Self-reactive repertoire of tight skin (TSK/+) mouse: immunochemical and molecular characterization of anti-cellular autoantibodies

The tight skin (TSK/+) mouse has been proposed as an experimental model for progressive systemic sclerosis because of the biochemical alterations in collagen synthesis and pathological similarities to the human disease. Here, we report the analysis of tight skin mice sera for the presence of anti-cytoplasmic and anti-nuclear autoantibodies and determination of the frequency of hybridomas producing anti-cellular autoantibodies. The binding specificity of TSK mAbs to nuclear and cytoplasmic antigens such as keratin, actin, vimentin, and mitochondria was determined. Of 71 monoclonal antibodies that we have studied, only 3 appear to bind to foreign as well as self-antigens, indicating that the majority of these antibodies do not belong to the class of natural autoantibodies. Our results also showed that the frequency of hybridomas producing anti-nuclear and anti-cytoplasmic antibodies was higher in TSK mice than in C57BL/6 pa/pa, the control mouse strain, used in these studies. The results of the analysis of V gene usage showed that the majority of anti-cytoplasmic and anti-nuclear antibodies are encoded by genes from a restricted number of VH and VK genes families.
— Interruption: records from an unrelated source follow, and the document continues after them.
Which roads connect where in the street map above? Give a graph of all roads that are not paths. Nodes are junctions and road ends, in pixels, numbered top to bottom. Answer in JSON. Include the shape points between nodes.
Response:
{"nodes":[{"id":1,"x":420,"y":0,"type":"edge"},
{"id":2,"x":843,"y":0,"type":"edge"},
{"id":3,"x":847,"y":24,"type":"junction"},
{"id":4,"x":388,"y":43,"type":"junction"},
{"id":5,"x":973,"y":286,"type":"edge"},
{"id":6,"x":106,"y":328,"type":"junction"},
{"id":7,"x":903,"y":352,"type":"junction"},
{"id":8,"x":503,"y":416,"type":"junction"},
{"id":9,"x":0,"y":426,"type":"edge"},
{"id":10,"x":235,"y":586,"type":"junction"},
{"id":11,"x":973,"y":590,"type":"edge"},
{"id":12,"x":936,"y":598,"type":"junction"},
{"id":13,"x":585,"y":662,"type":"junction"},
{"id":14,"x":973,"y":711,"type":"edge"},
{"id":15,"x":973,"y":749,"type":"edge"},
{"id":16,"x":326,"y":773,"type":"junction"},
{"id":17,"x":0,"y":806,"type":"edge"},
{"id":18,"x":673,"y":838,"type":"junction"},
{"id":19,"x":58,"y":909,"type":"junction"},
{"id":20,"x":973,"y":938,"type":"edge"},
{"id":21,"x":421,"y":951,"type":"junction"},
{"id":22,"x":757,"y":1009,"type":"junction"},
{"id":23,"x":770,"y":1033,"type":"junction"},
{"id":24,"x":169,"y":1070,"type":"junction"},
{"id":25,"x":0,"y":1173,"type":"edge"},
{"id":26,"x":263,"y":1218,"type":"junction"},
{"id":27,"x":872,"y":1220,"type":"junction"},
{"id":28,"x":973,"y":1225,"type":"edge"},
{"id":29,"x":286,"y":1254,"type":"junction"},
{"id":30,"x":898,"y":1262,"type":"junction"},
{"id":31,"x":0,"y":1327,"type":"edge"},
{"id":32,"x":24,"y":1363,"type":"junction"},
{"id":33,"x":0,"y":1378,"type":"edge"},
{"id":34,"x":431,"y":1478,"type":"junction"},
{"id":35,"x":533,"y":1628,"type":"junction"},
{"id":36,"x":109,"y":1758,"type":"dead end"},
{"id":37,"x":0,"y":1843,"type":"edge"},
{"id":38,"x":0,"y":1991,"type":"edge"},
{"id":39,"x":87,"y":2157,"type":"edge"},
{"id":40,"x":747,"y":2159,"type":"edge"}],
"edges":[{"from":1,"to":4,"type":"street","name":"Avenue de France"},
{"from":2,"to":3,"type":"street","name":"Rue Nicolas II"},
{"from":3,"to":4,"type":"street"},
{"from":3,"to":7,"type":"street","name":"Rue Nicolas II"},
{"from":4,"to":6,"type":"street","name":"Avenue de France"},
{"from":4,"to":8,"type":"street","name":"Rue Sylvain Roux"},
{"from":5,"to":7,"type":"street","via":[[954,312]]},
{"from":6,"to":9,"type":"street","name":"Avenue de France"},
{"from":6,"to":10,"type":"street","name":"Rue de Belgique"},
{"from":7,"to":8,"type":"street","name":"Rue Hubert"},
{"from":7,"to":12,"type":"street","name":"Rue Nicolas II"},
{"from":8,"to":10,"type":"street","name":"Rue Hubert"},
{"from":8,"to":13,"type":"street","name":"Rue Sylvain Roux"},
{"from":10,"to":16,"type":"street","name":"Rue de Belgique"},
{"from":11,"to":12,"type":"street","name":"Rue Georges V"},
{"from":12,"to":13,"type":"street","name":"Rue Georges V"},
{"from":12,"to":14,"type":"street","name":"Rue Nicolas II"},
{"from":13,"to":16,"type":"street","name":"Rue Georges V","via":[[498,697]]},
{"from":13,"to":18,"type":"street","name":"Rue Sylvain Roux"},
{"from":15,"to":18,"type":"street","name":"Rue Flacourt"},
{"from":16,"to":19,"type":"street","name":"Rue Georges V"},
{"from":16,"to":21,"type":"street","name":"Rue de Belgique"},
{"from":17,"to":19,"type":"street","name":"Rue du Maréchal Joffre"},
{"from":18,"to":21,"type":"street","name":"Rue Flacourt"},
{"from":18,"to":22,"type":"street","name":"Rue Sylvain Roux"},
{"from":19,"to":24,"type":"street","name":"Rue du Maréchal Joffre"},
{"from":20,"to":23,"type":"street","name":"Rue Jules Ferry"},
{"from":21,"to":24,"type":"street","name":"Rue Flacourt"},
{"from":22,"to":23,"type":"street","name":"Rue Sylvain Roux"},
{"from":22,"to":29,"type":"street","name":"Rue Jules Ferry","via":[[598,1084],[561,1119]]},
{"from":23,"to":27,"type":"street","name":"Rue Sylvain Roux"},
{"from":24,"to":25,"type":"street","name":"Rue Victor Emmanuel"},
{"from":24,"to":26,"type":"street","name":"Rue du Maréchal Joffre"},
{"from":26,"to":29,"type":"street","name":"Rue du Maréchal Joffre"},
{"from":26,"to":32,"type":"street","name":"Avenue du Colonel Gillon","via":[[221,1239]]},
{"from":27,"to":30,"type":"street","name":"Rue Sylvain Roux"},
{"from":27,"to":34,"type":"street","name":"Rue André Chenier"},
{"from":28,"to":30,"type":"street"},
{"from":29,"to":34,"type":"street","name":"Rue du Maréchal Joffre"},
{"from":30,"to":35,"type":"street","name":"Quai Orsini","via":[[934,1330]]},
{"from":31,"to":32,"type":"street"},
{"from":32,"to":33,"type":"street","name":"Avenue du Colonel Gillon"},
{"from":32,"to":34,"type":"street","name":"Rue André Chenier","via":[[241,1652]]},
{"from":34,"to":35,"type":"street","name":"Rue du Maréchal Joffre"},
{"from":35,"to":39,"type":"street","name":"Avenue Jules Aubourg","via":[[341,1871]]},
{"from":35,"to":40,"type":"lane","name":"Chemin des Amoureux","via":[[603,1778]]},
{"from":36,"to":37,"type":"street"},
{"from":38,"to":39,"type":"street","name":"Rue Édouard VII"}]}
In the sera of TSK mice we have detected the presence autoantibodies specific for cytoplasmic antigens in addition to anti-nuclear and anti-topoisomerase I antibodies which are characteristic of scleroderma. Since the presence of anti-cytoplasmic antibodies has not been described in scleroderma, the significance of their production in tight skin mice is not clear. However, the presence of such autoantibodies in the animal model provides a basis for investigation of this type of antibodies in human disease.

Antitopoisomerase I monoclonal autoantibodies from scleroderma patients and tight skin mouse interact with similar epitopes

We have generated for the first time monoclonal antibodies (mAbs) specific for topoisomerase I (topo I) from scleroderma patients, and tight skin mice which develop a scleroderma-like syndrome. The epitope specificity of these antibodies has been determined using a series of fusion proteins containing contiguous portions of topo I polypeptide. Western blot analysis demonstrated that both human and mouse mAbs bound strongly to fusion protein C encompassing the NH2-terminal portion of the enzyme, and weakly to fusion proteins F and G containing regions close to the COOH-terminal end of the molecule. This crossreactivity is related to a tripeptide sequence homology in F, G, and C fusion proteins. It is interesting that a pentapeptide sequence homologous to that in fusion protein C was identified in the UL70 protein of cytomegalovirus, suggesting that activation of autoreactive B cell clones by molecular mimicry is possible. Both human and mouse mAbs exhibiting the same antigen specificity, also share an interspecies cross-reactive idiotope. These data suggest that B cell clones producing antitopo autoantibodies present in human and mouse repertoire are conserved during phylogeny, and are activated during the development of scleroderma disease.